When “Lyssa,” a young terrier mix arrived at the MSPCA-Angell Animal Care and Adoption Center in May her future was bleak. Born with a congenital heart condition, the dog was surrendered to the MSPCA with the hope that she might find a home in which to live out her last days.
Thanks to the vets who fell for her, those last days will not come any time soon. In an act of kindness, a life-saving surgery performed by Angell Animal Medical Center’s Dr. Nancy Laste—a board-certified cardiologist with over 20 years’ experience treating cardiac disease in animals— healed Lyssa’s heart, and helped her to find her new home.
Upon arrival at the MSPCA, Lyssa was examined by Dr. Cindi Cox, lead veterinarian at the Shalit-Glazer Clinic, which serves the medical needs of homeless animals at the Adoption Center in Boston. Said Dr. Cox of that first meeting with the scruffy 9-month old canine, “I could immediately tell—even before listening to Lyssa’s heart with a stethoscope—that she had a very serious condition.”
Dr. Cox diagnosed the young dog with Patent Ductus Arteriosus (PDA), a condition marked by a damaged blood vessel that, if untreated, leads to congestive heart failure. Despite the serious diagnosis Dr. Cox remained confident that Lyssa would recover fully with surgical intervention. “Animals that have the proper cardiac surgery can be cured of the condition and go on to live very long and healthy lives,” she said.

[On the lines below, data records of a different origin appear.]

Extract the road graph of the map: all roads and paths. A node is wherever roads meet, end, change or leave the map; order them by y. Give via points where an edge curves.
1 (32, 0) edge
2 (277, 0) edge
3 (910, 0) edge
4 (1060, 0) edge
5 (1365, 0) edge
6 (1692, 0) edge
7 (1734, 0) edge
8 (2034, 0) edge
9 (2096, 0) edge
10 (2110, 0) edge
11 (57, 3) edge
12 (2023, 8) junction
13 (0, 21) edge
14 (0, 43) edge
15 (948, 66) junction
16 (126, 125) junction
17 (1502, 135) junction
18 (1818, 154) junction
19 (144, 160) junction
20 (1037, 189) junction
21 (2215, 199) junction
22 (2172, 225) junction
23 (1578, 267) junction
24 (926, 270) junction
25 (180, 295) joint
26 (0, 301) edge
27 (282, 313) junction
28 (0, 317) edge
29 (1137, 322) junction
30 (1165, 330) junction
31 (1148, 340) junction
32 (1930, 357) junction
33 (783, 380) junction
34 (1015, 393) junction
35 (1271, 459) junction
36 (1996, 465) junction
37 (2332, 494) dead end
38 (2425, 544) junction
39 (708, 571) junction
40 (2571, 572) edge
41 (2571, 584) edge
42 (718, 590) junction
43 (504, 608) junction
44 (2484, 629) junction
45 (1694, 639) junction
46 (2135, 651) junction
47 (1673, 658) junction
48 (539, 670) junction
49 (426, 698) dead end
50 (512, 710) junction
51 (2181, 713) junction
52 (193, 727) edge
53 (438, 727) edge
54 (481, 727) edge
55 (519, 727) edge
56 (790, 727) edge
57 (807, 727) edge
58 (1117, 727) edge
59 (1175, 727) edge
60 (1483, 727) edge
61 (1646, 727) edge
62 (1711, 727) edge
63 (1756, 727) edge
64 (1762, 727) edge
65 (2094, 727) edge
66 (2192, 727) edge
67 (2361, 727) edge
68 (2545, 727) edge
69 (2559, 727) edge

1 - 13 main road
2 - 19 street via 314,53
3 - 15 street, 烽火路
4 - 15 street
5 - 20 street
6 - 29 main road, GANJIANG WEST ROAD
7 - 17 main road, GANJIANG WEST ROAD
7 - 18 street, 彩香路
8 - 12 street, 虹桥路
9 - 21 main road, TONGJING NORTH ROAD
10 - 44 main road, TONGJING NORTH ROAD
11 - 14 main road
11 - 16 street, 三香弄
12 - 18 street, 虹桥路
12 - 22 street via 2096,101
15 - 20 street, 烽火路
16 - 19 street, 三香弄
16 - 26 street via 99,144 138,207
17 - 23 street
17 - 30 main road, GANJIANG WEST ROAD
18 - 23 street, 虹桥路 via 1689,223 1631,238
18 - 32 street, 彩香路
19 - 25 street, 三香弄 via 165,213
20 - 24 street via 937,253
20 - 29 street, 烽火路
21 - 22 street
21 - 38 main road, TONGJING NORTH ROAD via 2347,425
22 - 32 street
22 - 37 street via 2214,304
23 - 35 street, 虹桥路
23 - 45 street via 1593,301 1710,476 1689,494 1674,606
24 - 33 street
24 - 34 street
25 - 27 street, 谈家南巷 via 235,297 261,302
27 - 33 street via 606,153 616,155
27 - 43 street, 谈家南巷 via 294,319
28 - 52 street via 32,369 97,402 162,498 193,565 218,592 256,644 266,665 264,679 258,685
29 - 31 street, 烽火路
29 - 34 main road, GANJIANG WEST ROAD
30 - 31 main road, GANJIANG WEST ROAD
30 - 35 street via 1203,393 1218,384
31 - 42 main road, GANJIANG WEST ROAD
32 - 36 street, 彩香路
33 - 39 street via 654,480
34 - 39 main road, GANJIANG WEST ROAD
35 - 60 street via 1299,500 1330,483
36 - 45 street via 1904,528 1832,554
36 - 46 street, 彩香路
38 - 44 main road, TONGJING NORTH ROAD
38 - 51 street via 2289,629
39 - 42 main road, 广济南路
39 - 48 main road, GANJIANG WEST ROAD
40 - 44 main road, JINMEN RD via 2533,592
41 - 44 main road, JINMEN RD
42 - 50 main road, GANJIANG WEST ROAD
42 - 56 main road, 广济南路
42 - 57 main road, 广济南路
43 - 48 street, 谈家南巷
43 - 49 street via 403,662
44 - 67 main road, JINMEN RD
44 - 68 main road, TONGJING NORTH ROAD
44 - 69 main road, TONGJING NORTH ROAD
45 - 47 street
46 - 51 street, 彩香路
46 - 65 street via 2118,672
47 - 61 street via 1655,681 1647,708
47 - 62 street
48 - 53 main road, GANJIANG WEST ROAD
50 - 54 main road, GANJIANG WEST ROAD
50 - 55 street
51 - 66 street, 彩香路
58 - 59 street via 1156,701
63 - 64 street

Determined to save Lyssa, and give her a chance at a happy forever home she never had, the Adoption Center staff turned to colleagues at the MSPCA’s world-class Angell Animal Medical Center for help.
Dr. Laste, part of a four-doctor cardiology team at Angell who directs the hospital’s minimally invasive thoracic surgical program, took on the task of saving Lyssa. She and her team—with support from Angell’s board-certified anesthesiologist Jeffrey Wilson—carefully prepared Lyssa for her life-saving operation on June 20. The surgery involved placing a specially designed plug into the end of the affected blood vessel.
The surgery, which lasted less than two hours, was made challenging by Lyssa’s small size (she weighs less than seven pounds). In the end, however, Dr. Laste and her team prevailed; the plug had indeed repaired the problem. Said Dr. Laste, “Lyssa did amazingly well during surgery and her prognosis is excellent.”
After her recovery from the surgery Lyssa was placed on the adoption floor. It was there that Kellie Olsen and her mother, Janet, met her last week. Both Kellie and Janet were so moved by Lyssa’s story – and knew she would be the dog for them.
Said Kellie of the experience adopting Lyssa: “My heart immediately went out to this very sweet dog who—but for this life-saving surgery—would never have the opportunity to live in a loving forever home. We are so honored that we can provide her that and look forward to many years with her!”